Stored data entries
- - - -
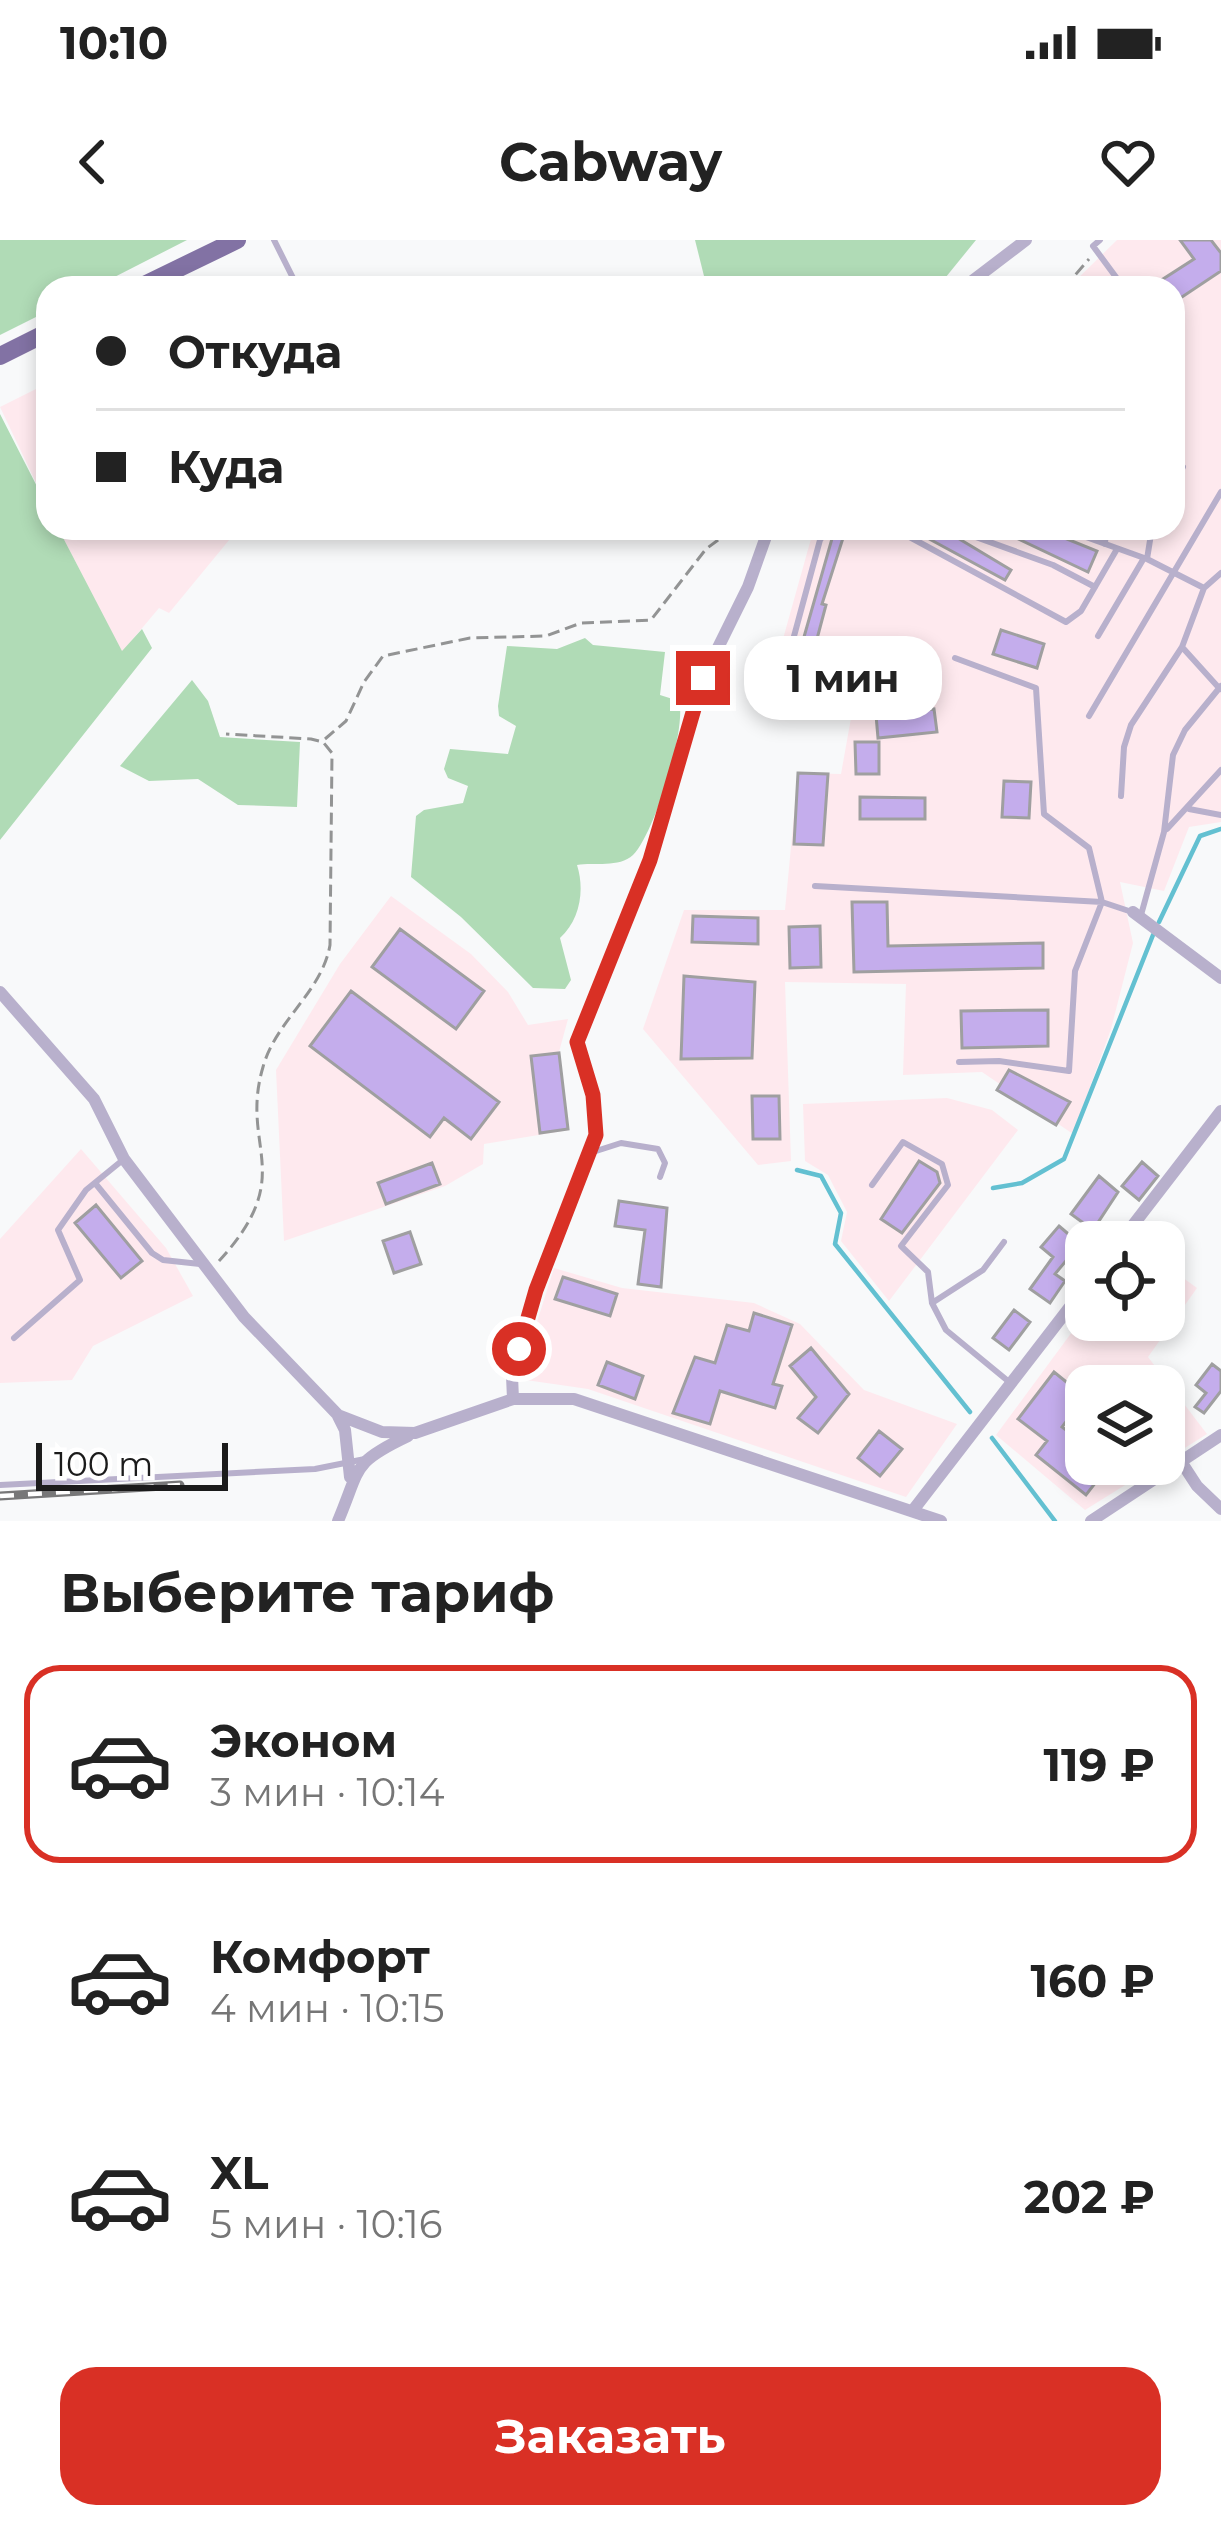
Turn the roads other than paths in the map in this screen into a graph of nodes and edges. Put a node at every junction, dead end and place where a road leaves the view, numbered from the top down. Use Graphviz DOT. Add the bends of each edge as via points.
graph roads {
  1 [pos="237,240"];
  2 [pos="274,240"];
  3 [pos="1026,240"];
  4 [pos="1097,243"];
  5 [pos="163,276"];
  6 [pos="292,276"];
  7 [pos="979,276"];
  8 [pos="1117,276"];
  9 [pos="36,338"];
  10 [pos="0,356"];
  11 [pos="1221,492"];
  12 [pos="765,540"];
  13 [pos="820,540"];
  14 [pos="914,540"];
  15 [pos="985,540"];
  16 [pos="1094,540"];
  17 [pos="1105,540"];
  18 [pos="1149,540"];
  19 [pos="1105,544"];
  20 [pos="1117,548"];
  21 [pos="1145,558"];
  22 [pos="1175,571"];
  23 [pos="1221,573"];
  24 [pos="1095,586"];
  25 [pos="1204,588"];
  26 [pos="1098,636"];
  27 [pos="1182,647"];
  28 [pos="790,652"];
  29 [pos="955,658"];
  30 [pos="1220,688"];
  31 [pos="1089,716"];
  32 [pos="1221,770"];
  33 [pos="1120,796"];
  34 [pos="1188,808"];
  35 [pos="1221,815"];
  36 [pos="1164,832"];
  37 [pos="814,886"];
  38 [pos="1102,902"];
  39 [pos="1137,915"];
  40 [pos="1221,978"];
  41 [pos="0,992"];
  42 [pos="959,1062"];
  43 [pos="1221,1111"];
  44 [pos="590,1153"];
  45 [pos="124,1159"];
  46 [pos="661,1177"];
  47 [pos="95,1183"];
  48 [pos="872,1185"];
  49 [pos="1136,1221"];
  50 [pos="1004,1243"];
  51 [pos="205,1267"];
  52 [pos="932,1303"];
  53 [pos="1065,1313"];
  54 [pos="14,1338"];
  55 [pos="1011,1383"];
  56 [pos="513,1399"];
  57 [pos="338,1414"];
  58 [pos="415,1433"];
  59 [pos="1221,1435"];
  60 [pos="365,1459"];
  61 [pos="1185,1460"];
  62 [pos="349,1464"];
  63 [pos="1185,1467"];
  64 [pos="350,1484"];
  65 [pos="0,1485"];
  66 [pos="1147,1485"];
  67 [pos="914,1509"];
  68 [pos="1221,1509"];
  69 [pos="338,1521"];
  70 [pos="941,1521"];
  71 [pos="1091,1521"];
  1 -- 5 [label="main road"];
  2 -- 6 [label="lane"];
  3 -- 7 [label="street"];
  4 -- 8 [label="lane"];
  9 -- 10 [label="main road"];
  11 -- 22 [label="lane"];
  12 -- 44 [label="street" via="703,678 650,860 577,1042 597,1118"];
  13 -- 28 [label="lane"];
  14 -- 24 [label="lane" via="1060,622 1072,621"];
  15 -- 24 [label="lane"];
  16 -- 19 [label="lane"];
  17 -- 19 [label="lane"];
  18 -- 21 [label="lane"];
  19 -- 20 [label="lane"];
  20 -- 21 [label="lane"];
  20 -- 24 [label="lane"];
  21 -- 22 [label="lane"];
  21 -- 26 [label="lane"];
  22 -- 25 [label="lane"];
  22 -- 31 [label="lane"];
  23 -- 25 [label="lane"];
  25 -- 27 [label="lane"];
  27 -- 30 [label="lane"];
  27 -- 33 [label="lane" via="1131,725"];
  29 -- 38 [label="lane" via="1036,688 1044,814 1089,848"];
  30 -- 36 [label="lane" via="1177,744"];
  32 -- 34 [label="lane"];
  34 -- 35 [label="lane"];
  34 -- 36 [label="lane"];
  36 -- 39 [label="lane"];
  37 -- 38 [label="lane"];
  38 -- 39 [label="lane"];
  38 -- 42 [label="lane" via="1075,971 1069,1071"];
  39 -- 40 [label="street"];
  41 -- 45 [label="street" via="94,1099"];
  43 -- 49 [label="street"];
  44 -- 46 [label="lane" via="621,1143 658,1148"];
  44 -- 56 [label="street" via="536,1290"];
  45 -- 47 [label="lane"];
  45 -- 51 [label="street"];
  47 -- 51 [label="lane" via="152,1252"];
  47 -- 54 [label="lane" via="58,1230 80,1280"];
  48 -- 52 [label="lane" via="903,1142 943,1164 948,1185 901,1246 928,1272"];
  50 -- 52 [label="lane" via="983,1270"];
  51 -- 57 [label="street" via="273,1352"];
  52 -- 55 [label="lane" via="946,1330"];
  53 -- 55 [label="street"];
  55 -- 67 [label="street"];
  56 -- 58 [label="street"];
  56 -- 67 [label="street" via="592,1402"];
  57 -- 58 [label="street" via="382,1432"];
  57 -- 62 [label="street"];
  58 -- 60 [label="street"];
  59 -- 61 [label="street"];
  60 -- 62 [label="lane"];
  60 -- 64 [label="street"];
  62 -- 64 [label="street"];
  62 -- 65 [label="lane"];
  63 -- 68 [label="street"];
  64 -- 69 [label="street"];
  66 -- 71 [label="street"];
  67 -- 70 [label="street"];
}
- - - -
WHAT NEEDS TO BE DONE => Repeat all of the data above word for word, minus the pictures.

ANSWER FOR THIS EXERCISE =>
Turn the roads other than paths in the map in this screen into a graph of nodes and edges. Put a node at every junction, dead end and place where a road leaves the view, numbered from the top down. Use Graphviz DOT. Add the bends of each edge as via points.
graph roads {
  1 [pos="237,240"];
  2 [pos="274,240"];
  3 [pos="1026,240"];
  4 [pos="1097,243"];
  5 [pos="163,276"];
  6 [pos="292,276"];
  7 [pos="979,276"];
  8 [pos="1117,276"];
  9 [pos="36,338"];
  10 [pos="0,356"];
  11 [pos="1221,492"];
  12 [pos="765,540"];
  13 [pos="820,540"];
  14 [pos="914,540"];
  15 [pos="985,540"];
  16 [pos="1094,540"];
  17 [pos="1105,540"];
  18 [pos="1149,540"];
  19 [pos="1105,544"];
  20 [pos="1117,548"];
  21 [pos="1145,558"];
  22 [pos="1175,571"];
  23 [pos="1221,573"];
  24 [pos="1095,586"];
  25 [pos="1204,588"];
  26 [pos="1098,636"];
  27 [pos="1182,647"];
  28 [pos="790,652"];
  29 [pos="955,658"];
  30 [pos="1220,688"];
  31 [pos="1089,716"];
  32 [pos="1221,770"];
  33 [pos="1120,796"];
  34 [pos="1188,808"];
  35 [pos="1221,815"];
  36 [pos="1164,832"];
  37 [pos="814,886"];
  38 [pos="1102,902"];
  39 [pos="1137,915"];
  40 [pos="1221,978"];
  41 [pos="0,992"];
  42 [pos="959,1062"];
  43 [pos="1221,1111"];
  44 [pos="590,1153"];
  45 [pos="124,1159"];
  46 [pos="661,1177"];
  47 [pos="95,1183"];
  48 [pos="872,1185"];
  49 [pos="1136,1221"];
  50 [pos="1004,1243"];
  51 [pos="205,1267"];
  52 [pos="932,1303"];
  53 [pos="1065,1313"];
  54 [pos="14,1338"];
  55 [pos="1011,1383"];
  56 [pos="513,1399"];
  57 [pos="338,1414"];
  58 [pos="415,1433"];
  59 [pos="1221,1435"];
  60 [pos="365,1459"];
  61 [pos="1185,1460"];
  62 [pos="349,1464"];
  63 [pos="1185,1467"];
  64 [pos="350,1484"];
  65 [pos="0,1485"];
  66 [pos="1147,1485"];
  67 [pos="914,1509"];
  68 [pos="1221,1509"];
  69 [pos="338,1521"];
  70 [pos="941,1521"];
  71 [pos="1091,1521"];
  1 -- 5 [label="main road"];
  2 -- 6 [label="lane"];
  3 -- 7 [label="street"];
  4 -- 8 [label="lane"];
  9 -- 10 [label="main road"];
  11 -- 22 [label="lane"];
  12 -- 44 [label="street" via="703,678 650,860 577,1042 597,1118"];
  13 -- 28 [label="lane"];
  14 -- 24 [label="lane" via="1060,622 1072,621"];
  15 -- 24 [label="lane"];
  16 -- 19 [label="lane"];
  17 -- 19 [label="lane"];
  18 -- 21 [label="lane"];
  19 -- 20 [label="lane"];
  20 -- 21 [label="lane"];
  20 -- 24 [label="lane"];
  21 -- 22 [label="lane"];
  21 -- 26 [label="lane"];
  22 -- 25 [label="lane"];
  22 -- 31 [label="lane"];
  23 -- 25 [label="lane"];
  25 -- 27 [label="lane"];
  27 -- 30 [label="lane"];
  27 -- 33 [label="lane" via="1131,725"];
  29 -- 38 [label="lane" via="1036,688 1044,814 1089,848"];
  30 -- 36 [label="lane" via="1177,744"];
  32 -- 34 [label="lane"];
  34 -- 35 [label="lane"];
  34 -- 36 [label="lane"];
  36 -- 39 [label="lane"];
  37 -- 38 [label="lane"];
  38 -- 39 [label="lane"];
  38 -- 42 [label="lane" via="1075,971 1069,1071"];
  39 -- 40 [label="street"];
  41 -- 45 [label="street" via="94,1099"];
  43 -- 49 [label="street"];
  44 -- 46 [label="lane" via="621,1143 658,1148"];
  44 -- 56 [label="street" via="536,1290"];
  45 -- 47 [label="lane"];
  45 -- 51 [label="street"];
  47 -- 51 [label="lane" via="152,1252"];
  47 -- 54 [label="lane" via="58,1230 80,1280"];
  48 -- 52 [label="lane" via="903,1142 943,1164 948,1185 901,1246 928,1272"];
  50 -- 52 [label="lane" via="983,1270"];
  51 -- 57 [label="street" via="273,1352"];
  52 -- 55 [label="lane" via="946,1330"];
  53 -- 55 [label="street"];
  55 -- 67 [label="street"];
  56 -- 58 [label="street"];
  56 -- 67 [label="street" via="592,1402"];
  57 -- 58 [label="street" via="382,1432"];
  57 -- 62 [label="street"];
  58 -- 60 [label="street"];
  59 -- 61 [label="street"];
  60 -- 62 [label="lane"];
  60 -- 64 [label="street"];
  62 -- 64 [label="street"];
  62 -- 65 [label="lane"];
  63 -- 68 [label="street"];
  64 -- 69 [label="street"];
  66 -- 71 [label="street"];
  67 -- 70 [label="street"];
}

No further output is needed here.